Items from a data source:
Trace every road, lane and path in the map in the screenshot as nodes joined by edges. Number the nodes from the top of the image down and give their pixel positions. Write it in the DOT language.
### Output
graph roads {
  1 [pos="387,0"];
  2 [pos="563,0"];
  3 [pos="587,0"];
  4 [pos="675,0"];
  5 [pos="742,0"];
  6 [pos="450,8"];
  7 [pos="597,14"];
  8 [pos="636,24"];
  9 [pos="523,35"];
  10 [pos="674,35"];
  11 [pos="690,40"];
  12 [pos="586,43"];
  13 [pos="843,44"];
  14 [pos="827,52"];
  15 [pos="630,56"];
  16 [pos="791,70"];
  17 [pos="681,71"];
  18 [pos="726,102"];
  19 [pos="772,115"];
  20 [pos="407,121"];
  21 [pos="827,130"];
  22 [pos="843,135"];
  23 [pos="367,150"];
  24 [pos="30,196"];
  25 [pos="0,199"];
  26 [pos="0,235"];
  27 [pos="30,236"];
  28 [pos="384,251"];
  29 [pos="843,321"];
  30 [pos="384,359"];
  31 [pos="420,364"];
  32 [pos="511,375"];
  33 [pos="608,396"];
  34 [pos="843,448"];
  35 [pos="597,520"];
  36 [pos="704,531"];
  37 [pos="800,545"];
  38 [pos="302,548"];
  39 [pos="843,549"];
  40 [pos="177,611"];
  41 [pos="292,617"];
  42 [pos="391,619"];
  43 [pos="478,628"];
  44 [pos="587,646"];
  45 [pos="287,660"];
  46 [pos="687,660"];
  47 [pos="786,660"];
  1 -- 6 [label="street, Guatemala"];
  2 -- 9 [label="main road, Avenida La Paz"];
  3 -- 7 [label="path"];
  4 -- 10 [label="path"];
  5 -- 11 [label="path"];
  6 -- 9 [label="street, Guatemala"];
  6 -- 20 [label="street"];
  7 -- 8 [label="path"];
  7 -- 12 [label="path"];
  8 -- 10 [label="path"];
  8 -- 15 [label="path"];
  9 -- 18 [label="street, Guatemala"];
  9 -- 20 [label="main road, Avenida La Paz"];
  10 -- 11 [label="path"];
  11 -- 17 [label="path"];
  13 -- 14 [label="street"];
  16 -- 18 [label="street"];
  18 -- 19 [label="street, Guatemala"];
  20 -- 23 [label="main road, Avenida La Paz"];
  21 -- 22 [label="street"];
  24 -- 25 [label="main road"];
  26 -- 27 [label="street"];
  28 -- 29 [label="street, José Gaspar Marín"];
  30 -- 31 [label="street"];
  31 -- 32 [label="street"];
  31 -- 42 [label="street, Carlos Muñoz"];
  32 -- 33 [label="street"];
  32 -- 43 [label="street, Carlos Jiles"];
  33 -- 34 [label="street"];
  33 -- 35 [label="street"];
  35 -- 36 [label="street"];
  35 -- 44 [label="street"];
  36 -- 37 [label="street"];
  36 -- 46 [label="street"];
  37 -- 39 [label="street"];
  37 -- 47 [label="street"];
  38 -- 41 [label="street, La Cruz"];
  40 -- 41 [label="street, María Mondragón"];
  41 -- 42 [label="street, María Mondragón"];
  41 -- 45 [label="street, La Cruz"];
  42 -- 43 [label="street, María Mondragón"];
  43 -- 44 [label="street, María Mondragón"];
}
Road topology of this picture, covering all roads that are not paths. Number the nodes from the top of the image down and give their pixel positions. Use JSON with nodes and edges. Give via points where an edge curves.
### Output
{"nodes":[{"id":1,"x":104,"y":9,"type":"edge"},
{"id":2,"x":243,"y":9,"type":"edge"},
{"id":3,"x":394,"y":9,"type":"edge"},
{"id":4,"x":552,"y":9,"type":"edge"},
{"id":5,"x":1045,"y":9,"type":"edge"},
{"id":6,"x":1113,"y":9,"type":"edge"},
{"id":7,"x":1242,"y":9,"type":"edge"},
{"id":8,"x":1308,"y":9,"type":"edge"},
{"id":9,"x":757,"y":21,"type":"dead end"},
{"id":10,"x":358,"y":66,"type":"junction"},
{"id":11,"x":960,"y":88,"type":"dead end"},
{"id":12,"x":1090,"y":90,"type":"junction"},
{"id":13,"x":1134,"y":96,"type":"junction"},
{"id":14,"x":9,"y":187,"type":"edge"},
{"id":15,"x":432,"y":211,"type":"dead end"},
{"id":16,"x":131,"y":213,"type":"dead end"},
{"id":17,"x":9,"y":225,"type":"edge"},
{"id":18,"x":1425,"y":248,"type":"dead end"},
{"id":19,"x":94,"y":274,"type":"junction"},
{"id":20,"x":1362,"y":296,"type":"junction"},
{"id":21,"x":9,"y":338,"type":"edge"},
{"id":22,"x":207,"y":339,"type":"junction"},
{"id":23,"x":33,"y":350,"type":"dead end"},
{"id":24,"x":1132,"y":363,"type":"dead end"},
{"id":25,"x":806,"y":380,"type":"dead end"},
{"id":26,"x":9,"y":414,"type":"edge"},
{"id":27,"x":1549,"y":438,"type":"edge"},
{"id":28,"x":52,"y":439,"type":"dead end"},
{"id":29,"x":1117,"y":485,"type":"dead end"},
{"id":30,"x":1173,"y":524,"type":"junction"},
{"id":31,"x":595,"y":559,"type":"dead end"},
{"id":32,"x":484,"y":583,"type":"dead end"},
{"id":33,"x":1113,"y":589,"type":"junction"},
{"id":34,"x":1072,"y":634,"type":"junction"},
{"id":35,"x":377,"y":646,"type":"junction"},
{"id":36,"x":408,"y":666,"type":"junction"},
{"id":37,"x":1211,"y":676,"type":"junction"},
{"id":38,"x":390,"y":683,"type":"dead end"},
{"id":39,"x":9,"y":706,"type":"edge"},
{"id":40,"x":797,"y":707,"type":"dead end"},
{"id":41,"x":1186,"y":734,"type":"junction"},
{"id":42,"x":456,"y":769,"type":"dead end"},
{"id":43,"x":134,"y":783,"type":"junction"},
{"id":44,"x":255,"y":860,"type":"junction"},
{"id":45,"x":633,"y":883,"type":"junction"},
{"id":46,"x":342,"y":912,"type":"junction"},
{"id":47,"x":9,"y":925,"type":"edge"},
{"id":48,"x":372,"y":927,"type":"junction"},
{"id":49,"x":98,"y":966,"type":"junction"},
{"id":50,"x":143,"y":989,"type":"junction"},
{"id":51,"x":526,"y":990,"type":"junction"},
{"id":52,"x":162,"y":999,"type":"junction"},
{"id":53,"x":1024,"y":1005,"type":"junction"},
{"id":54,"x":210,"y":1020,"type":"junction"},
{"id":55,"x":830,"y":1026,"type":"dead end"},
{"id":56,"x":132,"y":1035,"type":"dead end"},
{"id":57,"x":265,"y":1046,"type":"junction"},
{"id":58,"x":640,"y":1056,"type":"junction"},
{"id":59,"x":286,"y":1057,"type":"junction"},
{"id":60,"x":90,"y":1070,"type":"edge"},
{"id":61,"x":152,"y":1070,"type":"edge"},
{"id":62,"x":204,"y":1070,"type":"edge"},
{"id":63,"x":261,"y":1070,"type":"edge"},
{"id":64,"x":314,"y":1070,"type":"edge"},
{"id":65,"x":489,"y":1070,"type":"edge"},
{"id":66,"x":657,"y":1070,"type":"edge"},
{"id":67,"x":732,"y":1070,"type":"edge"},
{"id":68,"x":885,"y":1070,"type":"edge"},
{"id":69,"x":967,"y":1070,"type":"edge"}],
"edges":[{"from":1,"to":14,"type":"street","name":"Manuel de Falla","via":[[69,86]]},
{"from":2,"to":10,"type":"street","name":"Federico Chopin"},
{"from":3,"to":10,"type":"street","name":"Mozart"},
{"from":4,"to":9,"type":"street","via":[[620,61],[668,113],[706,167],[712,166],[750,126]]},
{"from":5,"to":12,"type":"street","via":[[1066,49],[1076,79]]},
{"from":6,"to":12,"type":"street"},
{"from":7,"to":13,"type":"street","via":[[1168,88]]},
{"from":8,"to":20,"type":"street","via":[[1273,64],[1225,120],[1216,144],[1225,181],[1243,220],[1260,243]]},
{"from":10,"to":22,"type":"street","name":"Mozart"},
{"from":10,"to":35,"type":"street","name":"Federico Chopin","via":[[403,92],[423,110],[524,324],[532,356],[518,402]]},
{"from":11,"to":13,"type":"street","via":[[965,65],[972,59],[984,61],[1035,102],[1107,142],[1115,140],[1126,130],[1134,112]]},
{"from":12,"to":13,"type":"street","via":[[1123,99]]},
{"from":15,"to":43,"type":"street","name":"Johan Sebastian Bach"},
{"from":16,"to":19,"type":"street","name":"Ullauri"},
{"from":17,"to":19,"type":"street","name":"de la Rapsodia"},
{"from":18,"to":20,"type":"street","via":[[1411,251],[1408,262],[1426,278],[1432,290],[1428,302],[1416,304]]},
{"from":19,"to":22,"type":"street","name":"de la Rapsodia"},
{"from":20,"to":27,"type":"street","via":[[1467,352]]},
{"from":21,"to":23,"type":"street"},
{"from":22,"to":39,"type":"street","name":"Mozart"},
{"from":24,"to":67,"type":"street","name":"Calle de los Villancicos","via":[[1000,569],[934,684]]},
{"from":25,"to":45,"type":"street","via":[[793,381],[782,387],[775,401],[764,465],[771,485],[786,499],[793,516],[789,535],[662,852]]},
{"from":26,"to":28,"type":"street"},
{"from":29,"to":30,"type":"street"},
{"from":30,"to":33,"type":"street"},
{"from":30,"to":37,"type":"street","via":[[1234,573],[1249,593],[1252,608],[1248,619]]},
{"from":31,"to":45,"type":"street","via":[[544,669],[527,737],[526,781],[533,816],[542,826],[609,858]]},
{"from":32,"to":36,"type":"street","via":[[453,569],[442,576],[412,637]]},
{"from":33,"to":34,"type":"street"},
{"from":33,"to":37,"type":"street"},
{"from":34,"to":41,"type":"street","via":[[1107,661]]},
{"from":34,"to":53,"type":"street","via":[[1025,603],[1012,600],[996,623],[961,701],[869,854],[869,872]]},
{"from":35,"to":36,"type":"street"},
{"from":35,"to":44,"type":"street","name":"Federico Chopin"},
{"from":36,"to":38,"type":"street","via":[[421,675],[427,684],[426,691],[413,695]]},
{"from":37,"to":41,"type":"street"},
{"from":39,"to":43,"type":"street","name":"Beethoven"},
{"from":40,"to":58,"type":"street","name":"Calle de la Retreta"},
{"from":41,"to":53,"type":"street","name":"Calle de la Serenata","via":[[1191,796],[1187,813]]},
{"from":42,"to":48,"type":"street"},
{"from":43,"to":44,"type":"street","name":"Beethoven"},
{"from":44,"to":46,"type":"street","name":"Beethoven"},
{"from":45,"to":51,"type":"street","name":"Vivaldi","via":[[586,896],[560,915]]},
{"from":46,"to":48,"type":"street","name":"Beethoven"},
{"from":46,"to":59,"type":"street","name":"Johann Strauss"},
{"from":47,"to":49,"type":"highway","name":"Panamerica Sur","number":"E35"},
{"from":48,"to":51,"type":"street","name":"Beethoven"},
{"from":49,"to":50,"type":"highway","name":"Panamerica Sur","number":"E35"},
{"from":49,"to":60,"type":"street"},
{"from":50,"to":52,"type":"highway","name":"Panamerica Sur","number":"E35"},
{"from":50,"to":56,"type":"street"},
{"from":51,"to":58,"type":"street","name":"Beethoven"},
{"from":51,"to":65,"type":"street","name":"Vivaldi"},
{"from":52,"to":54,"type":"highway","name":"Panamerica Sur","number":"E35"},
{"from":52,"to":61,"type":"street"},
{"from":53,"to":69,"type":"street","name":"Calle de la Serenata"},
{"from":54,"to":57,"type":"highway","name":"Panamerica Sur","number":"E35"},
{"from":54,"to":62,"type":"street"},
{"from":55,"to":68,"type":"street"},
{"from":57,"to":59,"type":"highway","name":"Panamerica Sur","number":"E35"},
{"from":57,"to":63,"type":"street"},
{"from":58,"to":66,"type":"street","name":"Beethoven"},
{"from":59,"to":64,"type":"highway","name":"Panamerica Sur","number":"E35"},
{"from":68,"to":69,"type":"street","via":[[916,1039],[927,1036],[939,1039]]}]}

* _What this task involves_: For each line in the entries that contains the string "main", make a copy.

* _Output_:
  2 -- 9 [label="main road, Avenida La Paz"];
  9 -- 20 [label="main road, Avenida La Paz"];
  20 -- 23 [label="main road, Avenida La Paz"];
  24 -- 25 [label="main road"];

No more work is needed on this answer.